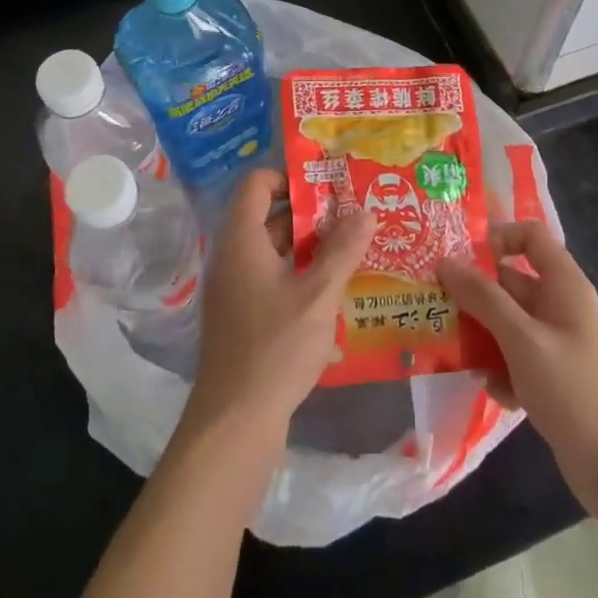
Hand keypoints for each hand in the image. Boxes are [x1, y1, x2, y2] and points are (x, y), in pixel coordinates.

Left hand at [185, 169, 373, 445]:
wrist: (235, 420)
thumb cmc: (276, 347)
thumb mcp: (319, 295)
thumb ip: (343, 250)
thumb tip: (365, 211)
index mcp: (241, 240)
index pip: (256, 184)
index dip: (289, 177)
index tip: (328, 184)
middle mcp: (232, 257)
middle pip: (267, 216)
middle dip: (309, 213)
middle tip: (352, 214)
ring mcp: (234, 288)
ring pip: (272, 250)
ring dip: (308, 246)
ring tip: (352, 247)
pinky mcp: (241, 316)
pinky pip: (270, 278)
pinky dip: (298, 273)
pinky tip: (333, 289)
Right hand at [438, 222, 597, 522]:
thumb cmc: (574, 393)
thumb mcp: (523, 340)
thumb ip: (483, 299)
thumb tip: (445, 261)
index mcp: (565, 286)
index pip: (531, 236)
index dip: (497, 239)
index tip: (462, 261)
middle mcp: (562, 307)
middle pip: (511, 282)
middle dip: (475, 294)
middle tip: (437, 305)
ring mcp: (559, 344)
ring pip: (509, 323)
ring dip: (483, 336)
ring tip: (456, 352)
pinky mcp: (554, 377)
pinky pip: (517, 357)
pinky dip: (502, 369)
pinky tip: (494, 392)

§

### Work request
Each line, starting with the one that holds "thumb mcp: (523, 340)" and ending with the last line of the listing, is to be restated exactly.

### Solution for this exercise
thumb mcp: (523, 340)
thumb ip: (483, 299)
thumb tip: (445, 261)
index mcp: (565, 286)
index pip: (531, 236)
index dip: (497, 239)
index tip: (462, 261)
middle mcp: (562, 307)
middle pip: (511, 282)
middle dip: (475, 294)
middle tip: (437, 305)
ring mcp: (559, 344)
ring pip: (509, 323)
ring dip: (483, 336)
ring tip: (456, 352)
pinky mcp: (554, 377)
pinky pip: (517, 357)
pinky dip: (502, 369)
pinky tip: (494, 392)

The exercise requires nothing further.